### THE PROBLEM
Count every line in the following entries where the word "scale" appears. Give the count alone.

### INFORMATION SUPPLIED
"""

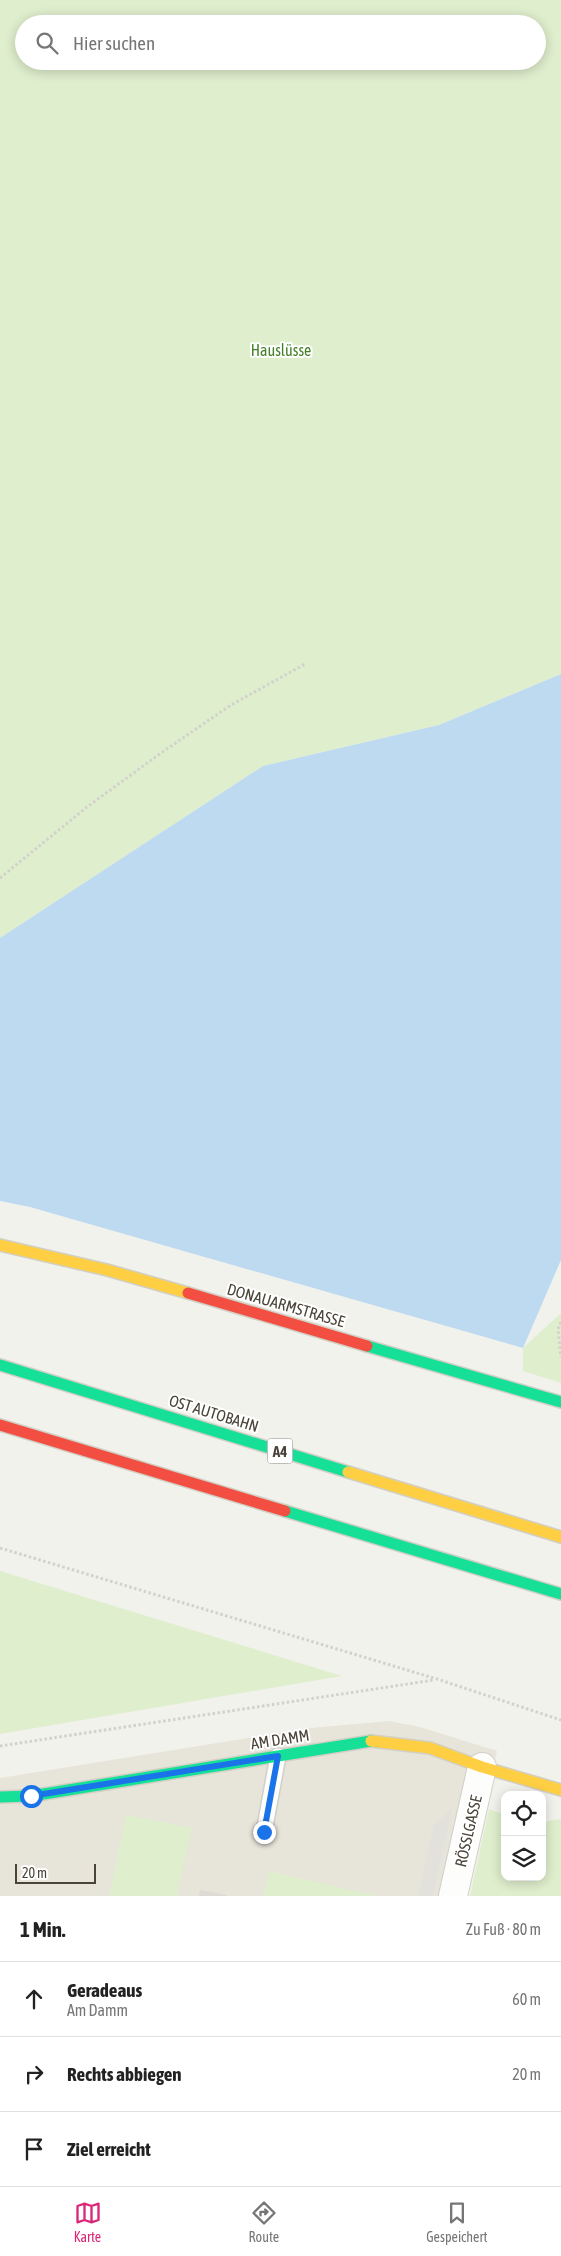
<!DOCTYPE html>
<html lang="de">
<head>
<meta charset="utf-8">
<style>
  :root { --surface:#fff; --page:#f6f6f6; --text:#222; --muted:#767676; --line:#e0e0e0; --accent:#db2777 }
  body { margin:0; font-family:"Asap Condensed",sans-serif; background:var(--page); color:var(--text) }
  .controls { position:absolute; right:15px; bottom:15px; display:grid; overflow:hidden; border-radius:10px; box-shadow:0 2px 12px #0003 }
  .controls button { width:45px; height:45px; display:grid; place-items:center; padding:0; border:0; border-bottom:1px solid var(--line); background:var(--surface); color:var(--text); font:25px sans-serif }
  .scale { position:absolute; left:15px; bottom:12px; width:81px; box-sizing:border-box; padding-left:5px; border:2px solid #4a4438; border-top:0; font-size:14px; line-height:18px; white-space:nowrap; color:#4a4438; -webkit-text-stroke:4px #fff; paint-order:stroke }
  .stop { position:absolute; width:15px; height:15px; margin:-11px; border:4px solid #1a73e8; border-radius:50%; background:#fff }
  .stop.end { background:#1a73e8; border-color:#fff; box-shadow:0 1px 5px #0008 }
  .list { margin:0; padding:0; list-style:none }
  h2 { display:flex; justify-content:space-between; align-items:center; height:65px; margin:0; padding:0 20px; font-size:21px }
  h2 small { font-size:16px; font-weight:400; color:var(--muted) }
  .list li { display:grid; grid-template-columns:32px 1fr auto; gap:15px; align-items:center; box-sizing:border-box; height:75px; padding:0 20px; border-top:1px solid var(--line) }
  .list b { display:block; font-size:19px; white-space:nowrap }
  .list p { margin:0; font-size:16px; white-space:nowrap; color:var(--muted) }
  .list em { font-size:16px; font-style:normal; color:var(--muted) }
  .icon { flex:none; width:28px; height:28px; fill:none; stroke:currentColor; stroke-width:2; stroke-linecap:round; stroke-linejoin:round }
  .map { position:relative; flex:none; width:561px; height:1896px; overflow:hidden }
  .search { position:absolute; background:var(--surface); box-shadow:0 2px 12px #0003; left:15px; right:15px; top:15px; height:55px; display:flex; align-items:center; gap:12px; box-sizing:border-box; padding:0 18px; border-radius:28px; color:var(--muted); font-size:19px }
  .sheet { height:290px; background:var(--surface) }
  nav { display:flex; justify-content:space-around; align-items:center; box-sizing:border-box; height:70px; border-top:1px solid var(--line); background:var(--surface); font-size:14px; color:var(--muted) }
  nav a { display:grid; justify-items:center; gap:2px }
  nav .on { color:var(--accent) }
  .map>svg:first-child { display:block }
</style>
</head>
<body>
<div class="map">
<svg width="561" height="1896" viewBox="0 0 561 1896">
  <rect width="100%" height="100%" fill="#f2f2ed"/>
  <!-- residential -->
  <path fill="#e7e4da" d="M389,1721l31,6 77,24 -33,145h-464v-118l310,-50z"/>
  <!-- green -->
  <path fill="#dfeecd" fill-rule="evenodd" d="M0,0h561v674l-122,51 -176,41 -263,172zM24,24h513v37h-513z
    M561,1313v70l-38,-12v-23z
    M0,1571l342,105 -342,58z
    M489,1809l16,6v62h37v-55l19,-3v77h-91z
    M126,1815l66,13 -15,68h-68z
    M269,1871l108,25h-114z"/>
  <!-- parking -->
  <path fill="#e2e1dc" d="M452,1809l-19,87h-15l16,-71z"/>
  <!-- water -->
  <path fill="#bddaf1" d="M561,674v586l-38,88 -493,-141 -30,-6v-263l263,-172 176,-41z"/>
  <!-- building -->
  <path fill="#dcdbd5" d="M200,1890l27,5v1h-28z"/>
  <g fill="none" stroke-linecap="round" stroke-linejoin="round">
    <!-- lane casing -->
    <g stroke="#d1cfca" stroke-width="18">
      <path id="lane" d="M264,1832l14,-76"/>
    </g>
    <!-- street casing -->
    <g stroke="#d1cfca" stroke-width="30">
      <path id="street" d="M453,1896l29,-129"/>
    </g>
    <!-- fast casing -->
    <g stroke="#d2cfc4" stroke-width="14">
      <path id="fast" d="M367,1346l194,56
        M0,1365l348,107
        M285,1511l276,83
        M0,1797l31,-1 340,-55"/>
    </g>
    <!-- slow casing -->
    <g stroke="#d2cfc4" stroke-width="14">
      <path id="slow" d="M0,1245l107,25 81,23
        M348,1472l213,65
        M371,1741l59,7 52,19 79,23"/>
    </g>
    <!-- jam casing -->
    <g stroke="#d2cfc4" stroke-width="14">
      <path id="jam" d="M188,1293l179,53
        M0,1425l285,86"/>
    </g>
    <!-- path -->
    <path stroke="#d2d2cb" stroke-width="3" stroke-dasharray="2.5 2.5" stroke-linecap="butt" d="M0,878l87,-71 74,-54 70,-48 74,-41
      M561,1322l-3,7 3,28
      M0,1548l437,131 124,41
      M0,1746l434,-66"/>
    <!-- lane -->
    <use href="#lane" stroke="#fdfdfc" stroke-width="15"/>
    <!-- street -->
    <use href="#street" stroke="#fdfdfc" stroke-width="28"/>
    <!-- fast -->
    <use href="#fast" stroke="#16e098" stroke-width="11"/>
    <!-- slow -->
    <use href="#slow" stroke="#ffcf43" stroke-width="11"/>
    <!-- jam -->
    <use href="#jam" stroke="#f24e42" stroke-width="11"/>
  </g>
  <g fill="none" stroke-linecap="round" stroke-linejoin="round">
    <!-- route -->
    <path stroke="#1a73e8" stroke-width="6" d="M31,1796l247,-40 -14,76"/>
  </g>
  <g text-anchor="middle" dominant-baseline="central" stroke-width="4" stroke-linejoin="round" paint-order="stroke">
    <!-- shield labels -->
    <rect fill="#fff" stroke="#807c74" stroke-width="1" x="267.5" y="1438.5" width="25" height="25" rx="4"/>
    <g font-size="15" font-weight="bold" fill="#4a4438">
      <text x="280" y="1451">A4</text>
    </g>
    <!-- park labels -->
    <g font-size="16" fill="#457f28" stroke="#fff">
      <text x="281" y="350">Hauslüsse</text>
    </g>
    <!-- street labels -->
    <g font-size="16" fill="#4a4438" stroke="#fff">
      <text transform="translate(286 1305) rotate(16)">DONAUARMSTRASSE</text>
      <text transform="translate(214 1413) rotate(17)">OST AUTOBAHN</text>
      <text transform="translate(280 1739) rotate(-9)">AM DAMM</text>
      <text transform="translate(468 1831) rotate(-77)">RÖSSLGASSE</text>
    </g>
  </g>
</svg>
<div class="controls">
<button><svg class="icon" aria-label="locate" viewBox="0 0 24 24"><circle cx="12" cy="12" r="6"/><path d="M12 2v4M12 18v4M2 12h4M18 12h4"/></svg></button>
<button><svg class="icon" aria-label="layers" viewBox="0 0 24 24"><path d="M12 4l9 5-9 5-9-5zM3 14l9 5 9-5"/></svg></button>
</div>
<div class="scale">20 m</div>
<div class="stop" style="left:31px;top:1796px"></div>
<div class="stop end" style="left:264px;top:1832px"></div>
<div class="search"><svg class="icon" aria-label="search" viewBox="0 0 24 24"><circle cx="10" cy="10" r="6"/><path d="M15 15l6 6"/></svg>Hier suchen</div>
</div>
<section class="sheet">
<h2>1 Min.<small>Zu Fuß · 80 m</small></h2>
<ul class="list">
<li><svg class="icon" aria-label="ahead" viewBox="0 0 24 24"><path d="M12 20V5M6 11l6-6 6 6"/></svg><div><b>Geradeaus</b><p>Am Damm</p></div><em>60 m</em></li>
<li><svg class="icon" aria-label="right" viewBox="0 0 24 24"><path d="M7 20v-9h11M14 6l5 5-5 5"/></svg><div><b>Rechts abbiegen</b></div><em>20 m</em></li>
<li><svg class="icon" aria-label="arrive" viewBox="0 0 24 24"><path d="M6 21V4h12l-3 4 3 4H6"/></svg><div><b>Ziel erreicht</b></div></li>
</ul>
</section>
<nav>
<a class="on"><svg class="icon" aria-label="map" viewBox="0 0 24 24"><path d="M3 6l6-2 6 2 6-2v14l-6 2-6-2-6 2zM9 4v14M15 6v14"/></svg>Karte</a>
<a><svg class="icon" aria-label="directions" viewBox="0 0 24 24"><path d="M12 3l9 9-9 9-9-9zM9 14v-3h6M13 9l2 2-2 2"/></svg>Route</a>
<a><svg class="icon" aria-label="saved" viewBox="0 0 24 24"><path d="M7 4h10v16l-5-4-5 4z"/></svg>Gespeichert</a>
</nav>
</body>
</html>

"""

### FINISHED TASK
2